§ Aim of the task: Transcribe each line below without altering anything.

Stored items
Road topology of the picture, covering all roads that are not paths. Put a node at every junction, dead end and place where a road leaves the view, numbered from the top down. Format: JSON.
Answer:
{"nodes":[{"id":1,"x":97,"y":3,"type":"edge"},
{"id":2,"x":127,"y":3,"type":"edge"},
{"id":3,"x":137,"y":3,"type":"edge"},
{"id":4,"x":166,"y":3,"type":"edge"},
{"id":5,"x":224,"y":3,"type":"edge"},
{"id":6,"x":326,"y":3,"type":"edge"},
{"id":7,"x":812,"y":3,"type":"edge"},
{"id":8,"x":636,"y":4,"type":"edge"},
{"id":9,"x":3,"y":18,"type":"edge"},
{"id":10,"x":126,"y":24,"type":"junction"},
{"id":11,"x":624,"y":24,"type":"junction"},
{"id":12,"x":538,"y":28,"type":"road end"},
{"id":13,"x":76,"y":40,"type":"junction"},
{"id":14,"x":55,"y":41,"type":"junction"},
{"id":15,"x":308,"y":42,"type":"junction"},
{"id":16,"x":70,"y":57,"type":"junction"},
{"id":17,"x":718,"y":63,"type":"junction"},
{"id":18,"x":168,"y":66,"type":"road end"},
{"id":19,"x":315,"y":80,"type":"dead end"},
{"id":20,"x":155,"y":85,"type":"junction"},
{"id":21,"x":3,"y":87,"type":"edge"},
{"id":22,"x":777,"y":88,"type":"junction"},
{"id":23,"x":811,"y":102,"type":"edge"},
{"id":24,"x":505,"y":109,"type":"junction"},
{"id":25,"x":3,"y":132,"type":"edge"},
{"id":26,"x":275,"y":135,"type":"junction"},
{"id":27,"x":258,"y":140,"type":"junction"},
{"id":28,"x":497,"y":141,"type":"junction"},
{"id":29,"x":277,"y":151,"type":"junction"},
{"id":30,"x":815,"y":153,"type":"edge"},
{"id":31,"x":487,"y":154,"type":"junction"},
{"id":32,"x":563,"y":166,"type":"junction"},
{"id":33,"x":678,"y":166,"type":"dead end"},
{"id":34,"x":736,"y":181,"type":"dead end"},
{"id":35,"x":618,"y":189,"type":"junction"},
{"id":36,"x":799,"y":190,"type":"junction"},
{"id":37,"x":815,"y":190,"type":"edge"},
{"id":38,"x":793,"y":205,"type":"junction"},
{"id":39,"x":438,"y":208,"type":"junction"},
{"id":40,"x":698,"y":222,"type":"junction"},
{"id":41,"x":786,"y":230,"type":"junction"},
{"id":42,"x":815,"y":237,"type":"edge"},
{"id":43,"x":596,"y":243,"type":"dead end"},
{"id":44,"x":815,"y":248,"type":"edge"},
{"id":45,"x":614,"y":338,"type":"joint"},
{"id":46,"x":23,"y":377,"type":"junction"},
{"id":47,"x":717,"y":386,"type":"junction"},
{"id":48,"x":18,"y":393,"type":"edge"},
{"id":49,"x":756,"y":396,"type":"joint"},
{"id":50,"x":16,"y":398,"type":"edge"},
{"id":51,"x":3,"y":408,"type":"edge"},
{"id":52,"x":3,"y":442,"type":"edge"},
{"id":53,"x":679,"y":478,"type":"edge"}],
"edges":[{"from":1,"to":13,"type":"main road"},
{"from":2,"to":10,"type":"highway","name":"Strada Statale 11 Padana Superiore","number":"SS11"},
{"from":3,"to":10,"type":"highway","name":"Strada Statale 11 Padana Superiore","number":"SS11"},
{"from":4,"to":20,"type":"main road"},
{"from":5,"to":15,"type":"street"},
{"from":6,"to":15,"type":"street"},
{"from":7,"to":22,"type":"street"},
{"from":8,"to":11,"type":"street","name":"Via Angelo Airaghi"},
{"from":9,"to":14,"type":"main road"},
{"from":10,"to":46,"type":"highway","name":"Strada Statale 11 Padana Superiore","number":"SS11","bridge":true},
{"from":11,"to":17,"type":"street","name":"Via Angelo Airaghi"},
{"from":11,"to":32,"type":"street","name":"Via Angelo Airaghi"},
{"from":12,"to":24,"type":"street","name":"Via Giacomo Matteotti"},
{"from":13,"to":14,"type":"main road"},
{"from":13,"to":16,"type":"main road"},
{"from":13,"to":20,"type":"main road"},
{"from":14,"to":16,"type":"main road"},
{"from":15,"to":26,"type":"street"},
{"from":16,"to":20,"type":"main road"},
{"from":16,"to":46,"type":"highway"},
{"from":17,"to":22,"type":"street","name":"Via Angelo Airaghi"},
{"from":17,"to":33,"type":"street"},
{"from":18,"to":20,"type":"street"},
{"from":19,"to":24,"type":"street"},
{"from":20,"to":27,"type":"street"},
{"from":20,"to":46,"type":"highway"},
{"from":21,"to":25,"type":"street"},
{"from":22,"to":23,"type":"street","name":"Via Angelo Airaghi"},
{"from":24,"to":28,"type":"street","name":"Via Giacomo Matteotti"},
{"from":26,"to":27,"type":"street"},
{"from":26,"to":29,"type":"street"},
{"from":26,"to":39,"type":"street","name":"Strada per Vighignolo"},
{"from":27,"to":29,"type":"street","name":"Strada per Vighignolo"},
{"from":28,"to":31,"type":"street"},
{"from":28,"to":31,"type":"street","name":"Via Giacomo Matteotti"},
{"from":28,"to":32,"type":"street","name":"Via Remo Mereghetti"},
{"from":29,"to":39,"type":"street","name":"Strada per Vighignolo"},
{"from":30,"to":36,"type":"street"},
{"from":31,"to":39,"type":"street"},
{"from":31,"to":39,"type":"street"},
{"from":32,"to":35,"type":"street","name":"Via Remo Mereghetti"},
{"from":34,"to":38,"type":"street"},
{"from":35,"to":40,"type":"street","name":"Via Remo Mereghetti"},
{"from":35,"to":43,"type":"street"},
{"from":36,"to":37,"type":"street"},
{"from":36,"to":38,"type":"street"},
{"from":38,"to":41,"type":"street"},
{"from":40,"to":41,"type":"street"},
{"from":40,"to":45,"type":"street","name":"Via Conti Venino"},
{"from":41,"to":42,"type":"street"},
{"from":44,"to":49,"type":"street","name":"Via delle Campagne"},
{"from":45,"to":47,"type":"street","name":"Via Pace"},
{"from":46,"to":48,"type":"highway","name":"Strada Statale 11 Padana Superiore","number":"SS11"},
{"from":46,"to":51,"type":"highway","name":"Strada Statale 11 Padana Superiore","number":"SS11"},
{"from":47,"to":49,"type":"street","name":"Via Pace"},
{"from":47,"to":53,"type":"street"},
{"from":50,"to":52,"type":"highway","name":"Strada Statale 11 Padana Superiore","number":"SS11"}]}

§ Written answer:
Road topology of the picture, covering all roads that are not paths. Put a node at every junction, dead end and place where a road leaves the view, numbered from the top down. Format: JSON.
Answer:
{"nodes":[{"id":1,"x":97,"y":3,"type":"edge"},
{"id":2,"x":127,"y":3,"type":"edge"},
{"id":3,"x":137,"y":3,"type":"edge"},
{"id":4,"x":166,"y":3,"type":"edge"},
{"id":5,"x":224,"y":3,"type":"edge"},
{"id":6,"x":326,"y":3,"type":"edge"},
{"id":7,"x":812,"y":3,"type":"edge"},
{"id":8,"x":636,"y":4,"type":"edge"},
{"id":9,"x":3,"y":18,"type":"edge"},
{"id":10,"x":126,"y":24,"type":"junction"},
{"id":11,"x":624,"y":24,"type":"junction"},
{"id":12,"x":538,"y":28,"type":"road end"},
{"id":13,"x":76,"y":40,"type":"junction"},
{"id":14,"x":55,"y":41,"type":"junction"},
{"id":15,"x":308,"y":42,"type":"junction"},
{"id":16,"x":70,"y":57,"type":"junction"},
{"id":17,"x":718,"y":63,"type":"junction"},
{"id":18,"x":168,"y":66,"type":"road end"},
{"id":19,"x":315,"y":80,"type":"dead end"},
{"id":20,"x":155,"y":85,"type":"junction"},
{"id":21,"x":3,"y":87,"type":"edge"},
{"id":22,"x":777,"y":88,"type":"junction"},
{"id":23,"x":811,"y":102,"type":"edge"},
{"id":24,"x":505,"y":109,"type":"junction"},
{"id":25,"x":3,"y":132,"type":"edge"},
{"id":26,"x":275,"y":135,"type":"junction"},
{"id":27,"x":258,"y":140,"type":"junction"},
{"id":28,"x":497,"y":141,"type":"junction"},
{"id":29,"x":277,"y":151,"type":"junction"},
{"id":30,"x":815,"y":153,"type":"edge"},
{"id":31,"x":487,"y":154,"type":"junction"},
{"id":32,"x":563,"y":166,"type":"junction"},
{"id":33,"x":678,"y":166,"type":"dead end"},
{"id":34,"x":736,"y":181,"type":"dead end"},
{"id":35,"x":618,"y":189,"type":"junction"},
{"id":36,"x":799,"y":190,"type":"junction"},
{"id":37,"x":815,"y":190,"type":"edge"},
{"id":38,"x":793,"y":205,"type":"junction"},
{"id":39,"x":438,"y":208,"type":"junction"},
{"id":40,"x":698,"y":222,"type":"junction"},
{"id":41,"x":786,"y":230,"type":"junction"},
{"id":42,"x":815,"y":237,"type":"edge"},
{"id":43,"x":596,"y":243,"type":"dead end"},
{"id":44,"x":815,"y":248,"type":"edge"},
{"id":45,"x":614,"y":338,"type":"joint"},
{"id":46,"x":23,"y":377,"type":"junction"},
{"id":47,"x":717,"y":386,"type":"junction"},
{"id":48,"x":18,"y":393,"type":"edge"},
{"id":49,"x":756,"y":396,"type":"joint"},
{"id":50,"x":16,"y":398,"type":"edge"},
{"id":51,"x":3,"y":408,"type":"edge"},
{"id":52,"x":3,"y":442,"type":"edge"},
{"id":53,"x":679,"y":478,"type":"edge"}],
"edges":[{"from":1,"to":13,"type":"main road"},
{"from":2,"to":10,"type":"highway","name":"Strada Statale 11 Padana Superiore","number":"SS11"},
{"from":3,"to":10,"type":"highway","name":"Strada Statale 11 Padana Superiore","number":"SS11"},
{"from":4,"to":20,"type":"main road"},
{"from":5,"to":15,"type":"street"},
{"from":6,"to":15,"type":"street"},
{"from":7,"to":22,"type":"street"},
{"from":8,"to":11,"type":"street","name":"Via Angelo Airaghi"},
{"from":9,"to":14,"type":"main road"},
{"from":10,"to":46,"type":"highway","name":"Strada Statale 11 Padana Superiore","number":"SS11","bridge":true},
{"from":11,"to":17,"type":"street","name":"Via Angelo Airaghi"},
{"from":11,"to":32,"type":"street","name":"Via Angelo Airaghi"},
{"from":12,"to":24,"type":"street","name":"Via Giacomo Matteotti"},
{"from":13,"to":14,"type":"main road"},
{"from":13,"to":16,"type":"main road"},
{"from":13,"to":20,"type":"main road"},
{"from":14,"to":16,"type":"main road"},
{"from":15,"to":26,"type":"street"},
{"from":16,"to":20,"type":"main road"},
{"from":16,"to":46,"type":"highway"},
{"from":17,"to":22,"type":"street","name":"Via Angelo Airaghi"},
{"from":17,"to":33,"type":"street"},
{"from":18,"to":20,"type":"street"},
{"from":19,"to":24,"type":"street"},
{"from":20,"to":27,"type":"street"},
{"from":20,"to":46,"type":"highway"},
{"from":21,"to":25,"type":"street"},
{"from":22,"to":23,"type":"street","name":"Via Angelo Airaghi"},
{"from":24,"to":28,"type":"street","name":"Via Giacomo Matteotti"},
{"from":26,"to":27,"type":"street"},
{"from":26,"to":29,"type":"street"},
{"from":26,"to":39,"type":"street","name":"Strada per Vighignolo"},
{"from":27,"to":29,"type":"street","name":"Strada per Vighignolo"},
{"from":28,"to":31,"type":"street"},
{"from":28,"to":31,"type":"street","name":"Via Giacomo Matteotti"},
{"from":28,"to":32,"type":"street","name":"Via Remo Mereghetti"},
{"from":29,"to":39,"type":"street","name":"Strada per Vighignolo"},
{"from":30,"to":36,"type":"street"},
{"from":31,"to":39,"type":"street"},
{"from":31,"to":39,"type":"street"},
{"from":32,"to":35,"type":"street","name":"Via Remo Mereghetti"},
{"from":34,"to":38,"type":"street"},
{"from":35,"to":40,"type":"street","name":"Via Remo Mereghetti"},
{"from":35,"to":43,"type":"street"},
{"from":36,"to":37,"type":"street"},
{"from":36,"to":38,"type":"street"},
{"from":38,"to":41,"type":"street"},
{"from":40,"to":41,"type":"street"},
{"from":40,"to":45,"type":"street","name":"Via Conti Venino"},
{"from":41,"to":42,"type":"street"},
{"from":44,"to":49,"type":"street","name":"Via delle Campagne"},
{"from":45,"to":47,"type":"street","name":"Via Pace"},
{"from":46,"to":48,"type":"highway","name":"Strada Statale 11 Padana Superiore","number":"SS11"},
{"from":46,"to":51,"type":"highway","name":"Strada Statale 11 Padana Superiore","number":"SS11"},
{"from":47,"to":49,"type":"street","name":"Via Pace"},
{"from":47,"to":53,"type":"street"},
{"from":50,"to":52,"type":"highway","name":"Strada Statale 11 Padana Superiore","number":"SS11"}]}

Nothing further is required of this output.